Unintended, Counterproductive Consequences
The importance of informatics in patient care and health policy is amplified by various legislative initiatives and even some subsidies. As with many disruptive innovations, we must be on guard against unintended consequences. David J. Brailer, MD, PhD, an early proponent of digitizing records and an official in the George W. Bush administration, acknowledged that the use of electronic medical records "makes it faster and easier to be fraudulent." Two examples of inappropriate use of informatics include fraudulent applications to billing and reporting and the use of technology to restrict access to information, thereby undermining federal laws, programs, and subsidies promoting the adoption of electronic medical records (EMRs).
With respect to billing and reporting, EMR tools familiar to radiologists, such as macros and coding software, facilitate upcoding by providers and billing for services not actually performed. Overall, hospitals that received government incentives to adopt electronic records showed a 47 percent rise in Medicare payments due to increases in use of higher-level codes between 2006 and 2010, the latest year for which data are available. Compare this with a 32 percent rise at hospitals that have not received any government incentives.
With respect to the restriction of broad access to information, certain provider systems and entities actively exclude independent providers from interfacing with their EMR, thereby maintaining economic benefit to themselves and their affiliates. Without functional interfaces or integration between the systems of imaging providers and referring physicians, imaging reports cannot be transmitted to referring physicians' EMRs and into patients' charts, and referring physicians cannot order examinations online, thereby eliminating many of the benefits and efficiencies of the new systems.
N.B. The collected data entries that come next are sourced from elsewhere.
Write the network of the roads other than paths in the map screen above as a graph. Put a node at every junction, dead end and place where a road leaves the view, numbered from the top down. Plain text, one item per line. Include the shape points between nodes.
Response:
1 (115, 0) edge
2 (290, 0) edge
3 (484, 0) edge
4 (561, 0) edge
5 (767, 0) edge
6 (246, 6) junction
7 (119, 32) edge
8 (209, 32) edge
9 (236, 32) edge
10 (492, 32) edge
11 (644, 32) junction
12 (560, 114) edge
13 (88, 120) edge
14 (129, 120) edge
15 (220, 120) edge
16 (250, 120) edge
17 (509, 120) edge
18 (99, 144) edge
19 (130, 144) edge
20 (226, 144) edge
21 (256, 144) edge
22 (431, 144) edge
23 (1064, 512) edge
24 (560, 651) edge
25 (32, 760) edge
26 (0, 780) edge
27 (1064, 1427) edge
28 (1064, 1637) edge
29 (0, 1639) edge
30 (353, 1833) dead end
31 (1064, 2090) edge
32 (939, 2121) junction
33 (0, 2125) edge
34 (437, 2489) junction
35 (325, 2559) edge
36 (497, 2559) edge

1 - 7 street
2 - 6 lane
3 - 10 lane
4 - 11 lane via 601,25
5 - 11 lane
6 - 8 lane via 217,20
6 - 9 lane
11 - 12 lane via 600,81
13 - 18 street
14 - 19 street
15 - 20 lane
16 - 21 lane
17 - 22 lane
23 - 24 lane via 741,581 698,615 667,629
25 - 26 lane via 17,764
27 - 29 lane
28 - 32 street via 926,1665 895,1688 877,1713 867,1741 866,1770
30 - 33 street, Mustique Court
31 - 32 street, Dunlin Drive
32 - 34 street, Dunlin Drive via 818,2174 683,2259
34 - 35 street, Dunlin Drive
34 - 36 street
This, in effect, creates a new form of self-referral by internalizing referrals to those using the same system, who are invariably economically affiliated entities. Thus, where the intent of the process is to build bridges among providers, some integrated systems and hospitals are constructing moats around their economic castles. (Stay tuned for an upcoming issue of the Bulletin about this type of activity.)
Radiology is at a crossroads. Those who understand IT, accept it, and adopt it into their medical practices will be integral to the evolution of imaging. These individuals will be valued resources to colleagues in patient care. We must marshal our specialty through this paradigm and advocate for the fair and honest implementation of IT's transformation of the entire industry.